Pour Thanatos au contraire, le bonheur véritable est dans l'anorganique et dans l'eternel. Pour lui, le plaisir, la beauté, la jeunesse, ne sont qu'illusions, au mieux éclairs éphémères. Ce qu'il faut rechercher c'est la décomposition des chairs pour retourner dans le "nirvana" minéral. Donc, quitter la vie au plus vite.
Mes références vont vous paraître curieuses ; après "Rocco et ses frères", je vous parlerai de Tintin et "Le lotus bleu", où l'on voit un personnage convaincu qu'il apportera le bonheur à un autre personnage ... une fois qu'il lui aura coupé la tête.
Nous avons avec Eros et Thanatos deux fous furieux, qui chacun à sa manière n'a de cesse d'enfoncer sa dague dans les chairs d'autrui.

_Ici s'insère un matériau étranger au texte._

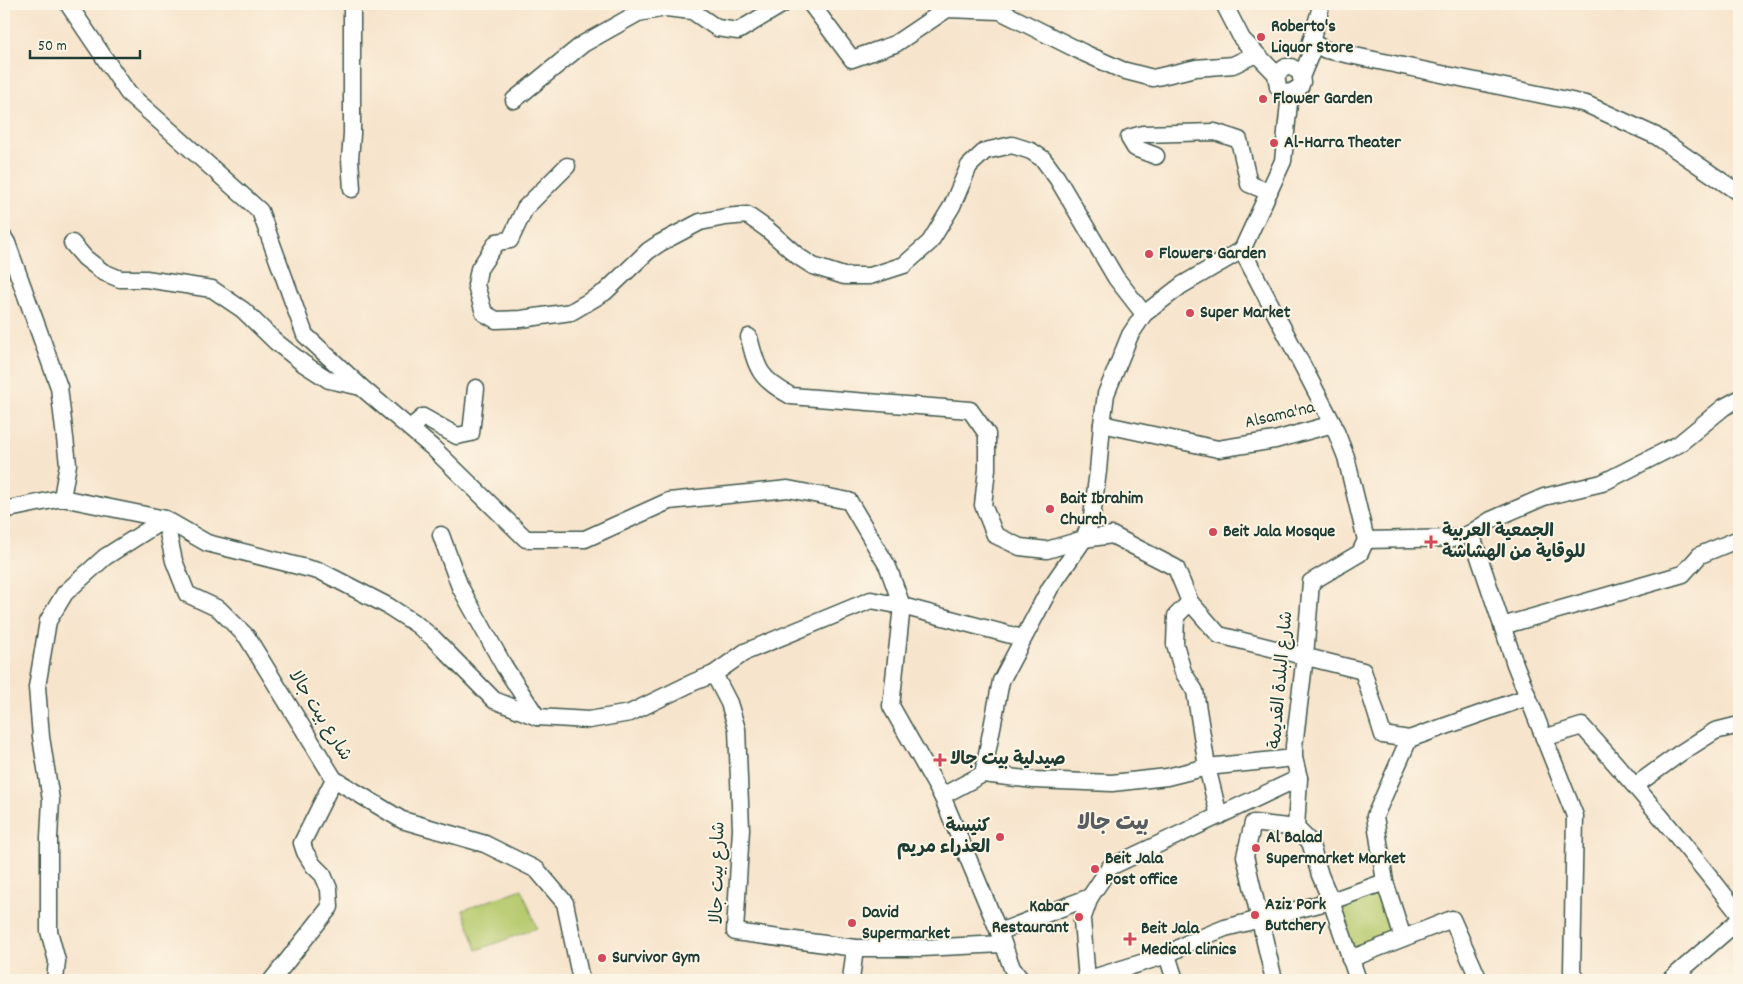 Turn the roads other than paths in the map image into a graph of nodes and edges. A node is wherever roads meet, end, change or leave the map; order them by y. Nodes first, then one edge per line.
1 (68, 4) edge
2 (352, 4) edge
3 (783, 4) edge
4 (811, 4) edge
5 (1224, 4) edge
6 (1320, 4) edge
7 (1306, 49) junction
8 (1259, 56) junction
9 (1281, 71) junction
10 (1301, 77) junction
11 (1290, 94) junction
12 (514, 100) dead end
13 (1156, 156) dead end
14 (566, 166) dead end
15 (352, 189) dead end
16 (1269, 192) junction
17 (1739, 193) edge
18 (4, 238) edge
19 (72, 244) dead end
20 (1242, 250) junction
21 (1144, 314) junction
22 (749, 337) dead end
23 (361, 387) junction
24 (476, 388) dead end
25 (1739, 399) edge
26 (1102, 424) junction
27 (1333, 424) junction
28 (410, 428) junction
29 (62, 498) junction
30 (4, 510) edge
31 (165, 520) junction
32 (1471, 534) junction
33 (440, 535) dead end
34 (1084, 539) junction
35 (1739, 539) edge
36 (1366, 540) junction
37 (1190, 602) junction
38 (902, 606) junction
39 (1502, 626) junction
40 (1022, 638) junction
41 (1305, 656) junction
42 (714, 674) junction
43 (1528, 697) junction
44 (537, 716) junction
45 (1739, 725) edge
46 (1544, 738) junction
47 (1409, 739) junction
48 (1294, 758) junction
49 (1207, 768) junction
50 (983, 774) junction
51 (1299, 778) junction
52 (334, 779) junction
53 (1636, 786) junction
54 (942, 796) junction
55 (1219, 816) junction
56 (1296, 828) junction
57 (1385, 882) junction
58 (1090, 897) junction
59 (1331, 901) junction
60 (1739, 914) edge
61 (1260, 920) junction
62 (1739, 920) edge
63 (1001, 938) junction
64 (1403, 938) junction
65 (855, 948) junction
66 (1167, 955) junction
67 (1350, 959) junction
68 (1130, 974) edge
69 (55, 980) edge
70 (272, 980) edge
71 (581, 980) edge
72 (850, 980) edge
73 (1021, 980) edge
74 (1086, 980) edge
75 (1175, 980) edge
76 (1274, 980) edge
77 (1358, 980) edge
78 (1479, 980) edge
79 (1577, 980) edge
80 (1670, 980) edge

1 - 23 street
2 - 15 street
3 - 12 street
4 - 8 street
5 - 8 street
6 - 7 street
7 - 8 street
7 - 9 street
7 - 10 street
7 - 17 street
8 - 9 street
9 - 10 street
9 - 11 street
10 - 11 street
11 - 16 street
13 - 16 street
14 - 21 street
16 - 20 street
18 - 29 street
19 - 23 street
20 - 21 street
20 - 27 street, Alsama'na
21 - 26 street
22 - 34 street
23 - 28 street
24 - 28 street
25 - 32 street
26 - 27 street, Alsama'na
26 - 34 street
27 - 36 street
28 - 38 street
29 - 30 street
29 - 31 street
31 - 44 street
31 - 52 street, شارع بيت جالا
31 - 69 street
32 - 36 street
32 - 39 street
33 - 44 street
34 - 37 street
34 - 40 street
35 - 39 street
36 - 41 street, شارع البلدة القديمة
37 - 41 street
37 - 49 street
38 - 40 street
38 - 42 street
38 - 54 street
39 - 43 street
40 - 50 street
41 - 47 street
41 - 48 street, شارع البلدة القديمة
42 - 44 street
42 - 65 street, شارع بيت جالا
43 - 46 street
43 - 47 street
45 - 53 street
46 - 53 street
46 - 79 street
47 - 57 street
48 - 49 street
48 - 51 street, شارع البلدة القديمة
49 - 50 street
49 - 55 street
50 - 54 street
51 - 55 street
51 - 56 street, شارع البلدة القديمة
52 - 70 street
52 - 71 street, شارع بيت جالا
53 - 60 street
54 - 63 street
55 - 58 street
56 - 59 street
56 - 61 street
57 - 59 street
57 - 64 street
58 - 63 street, شارع بيت جالا
58 - 74 street
59 - 61 street
59 - 67 street
61 - 66 street
61 - 76 street
62 - 80 street
63 - 65 street, شارع بيت جالا
63 - 73 street
64 - 67 street
64 - 78 street
65 - 72 street
66 - 68 street
66 - 75 street
67 - 77 street
68 - 74 street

Pour la vie ou pour la mort.
La bienveillance, elle, reste en dehors de tout cela, elle n'est mue ni par Eros, ni par Thanatos, elle cherche simplement à irradier une paix, qui ne constitue pas un simple pacte de non-agression, mais une reconnaissance sans contrepartie, d'autrui et de ses options. Son arme est le sourire bienveillant. On rétorquera qu'il est bien naïf d'avancer un simple sourire face à la puissance de Thanatos ou d'Eros. L'objection est juste mais elle est victime du préjugé dont nous délivre Nietzsche (cf. le cours de Wotling) : la réconciliation, n'est pas l'horizon des tensions. Nous devons apprendre à accepter le tragique de l'irrésolu, qui en l'espèce n'invalide en aucune manière la légitimité de la bienveillance."